ANSI graphics, were the only way to display some graphics, through modems to
BBSes back then. It was a necessity but also a cool way to do something cool
with only a few tools and means that wasnt designed to display or create
graphics. Now, are mainly just a memory to those that grew up with them, but
there are a few groups that support this kind of art!!! yeah!!!
Wikipedia
ANSI art is a computer art form that was widely used at one time on BBSes. It
is similar to ASCII art, but constructed from a larger set of 256 letters,
numbers, and symbols all codes found in IBM code page 437, often referred
to as extended ASCII and used in MS-DOS and Unix1 environments. ANSI art
also contains special ANSI escape sequences that color text with the 16
foreground and 8 background colours offered by ANSI.SYS, an MS-DOS device
driver loosely based upon the ANSI X3.64 standard for text terminals. Some
ANSI artists take advantage of the cursor control sequences within ANSI X3.64
in order to create animations, commonly referred to as ANSImations. ANSI art
and text files which incorporate ANSI codes carry the de facto .ANS file
extension.
ANSI art is considerably more flexible than ASCII art, because the particular
character set it uses contains symbols intended for drawing, such as a wide
variety of box-drawing characters and block characters that dither the
foreground and background color.

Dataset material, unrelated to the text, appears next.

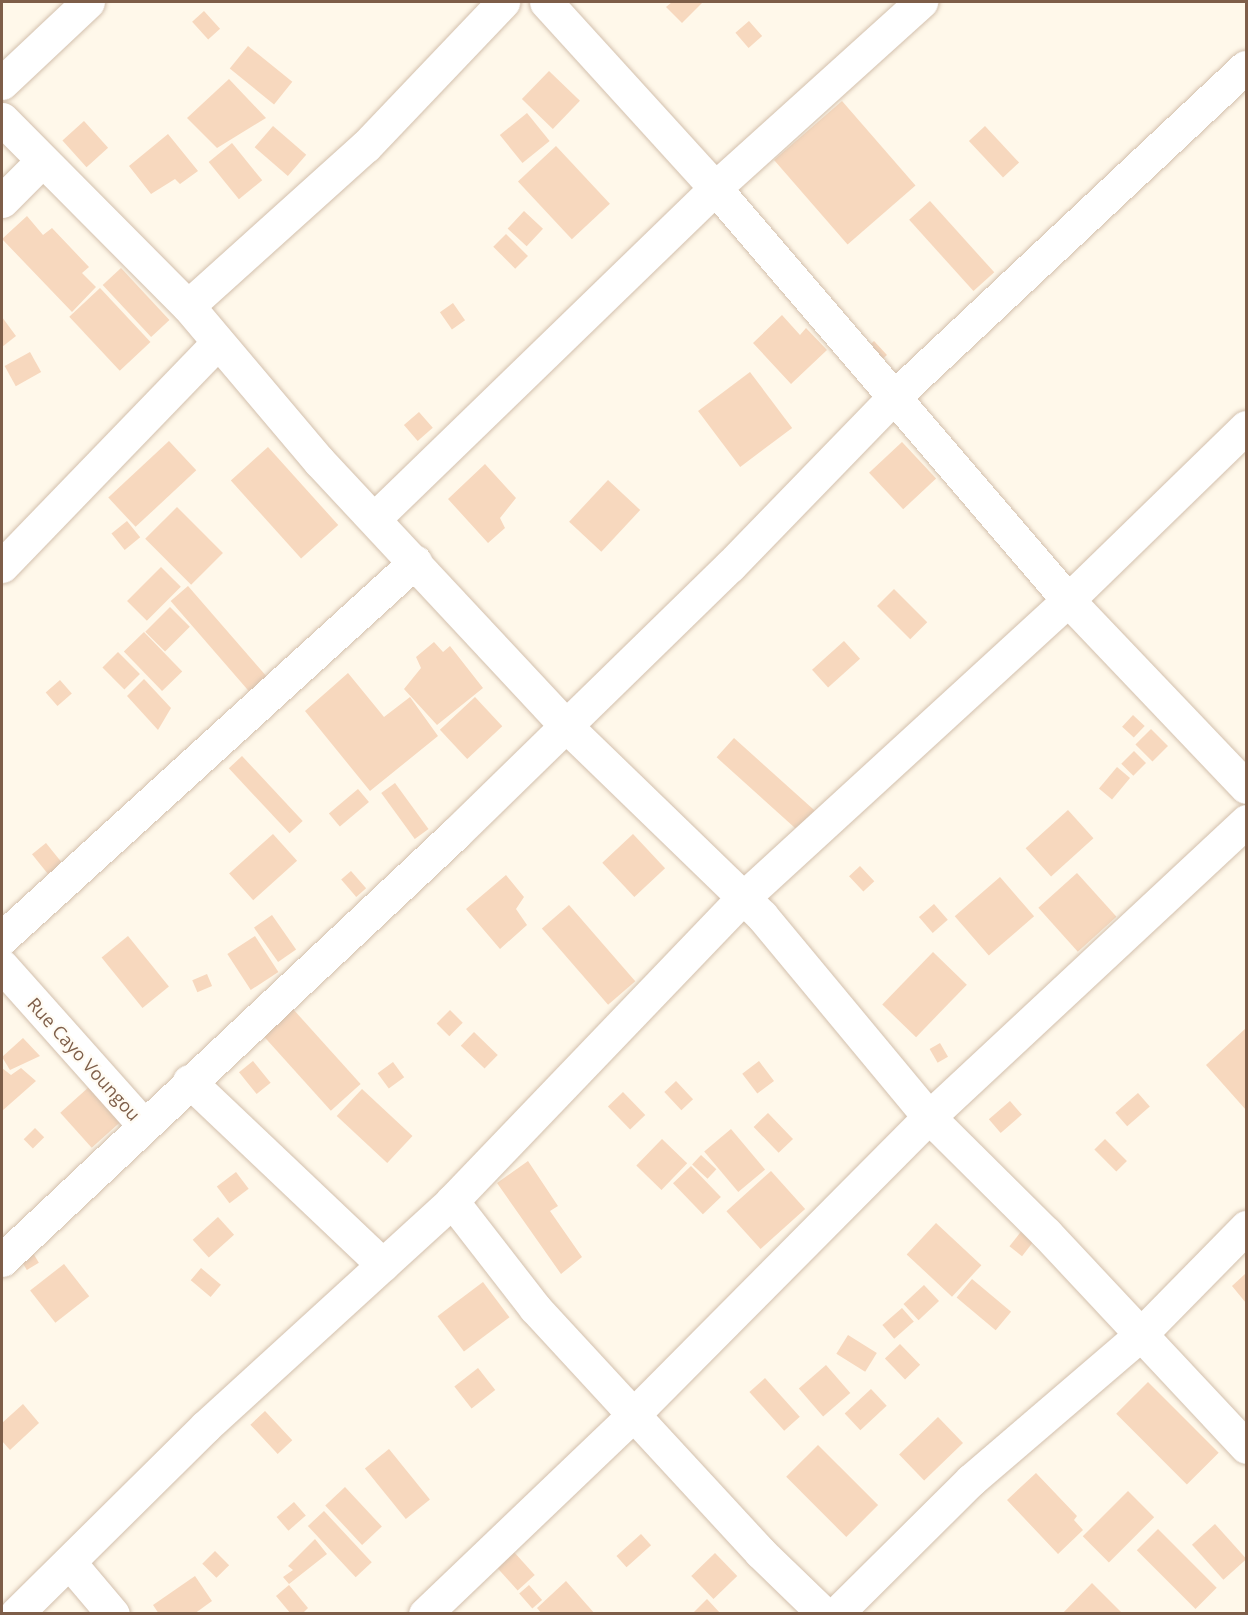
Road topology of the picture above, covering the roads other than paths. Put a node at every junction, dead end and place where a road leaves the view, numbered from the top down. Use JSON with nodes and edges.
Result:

It also adds accented characters and math
symbols that often find creative use among ANSI artists.
The popularity of ANSI art encouraged the creation of a powerful shareware
package called TheDraw coded by Ian E. Davis in 1986. Not only did it
considerably simplify the process of making an ANSI art screen from scratch,
but it also included a variety of fonts, large letters constructed from box
and block characters, and transition animations such as dissolve and clock. No
new versions of TheDraw emerged after version 4.63 in 1993, but in later years
a number of other ANSI editors appeared, some of which are still maintained
today.
The popular game creation system GCS ZZT used ANSI graphics exclusively. A
later GCS based on the same concept, MegaZeux, allowed users to modify the
extended ASCII character set as well.
Trade Wars 2002, a multiplayer BBS game that remains popular 20 years after
its release in 1986, used ANSI graphics to depict ships, planets, and
important locations, and included cutscenes and even a cinema with ANSI
animations. Many of these ANSI graphics were created by Drew Markham, who went
on to form Xatrix/Gray Matter Interactive and develop Redneck Rampage and
Return to Castle Wolfenstein, among other titles.
The rise of the internet caused the decline of both BBSes and DOS users, which
made ANSI graphics harder to create and to view due to the lack of software
compatible with the new dominant operational system Microsoft Windows.
In the end of 2002, all traditional ANSI art groups like ACiD, ICE, CIA, Fire,
Dark and many others, were no longer making periodic releases of artworks,
called artpacks and the community of artists almost vanished. Since then
this form of art is no longer practiced to the degree it once was, but was
still kept alive by fewer newly created groups like SENSE, 27inch and the late
Blocktronics Textmode Art Collective, founded in 2008, and that currently
releases artpacks created by artists from all around the world.
Nowadays ANSI graphics have a niche utility for a few telnet BBSes still
active and is mainly created by artists for the sake of it and exhibited as an
example of retro digital art. The creation of newer Microsoft Windows
compatible software like ACiDDraw, TundraDraw and the currently most used
PabloDraw, who runs on both Windows and Mac, allowed the small number of
remaining artists keep creating ANSI art.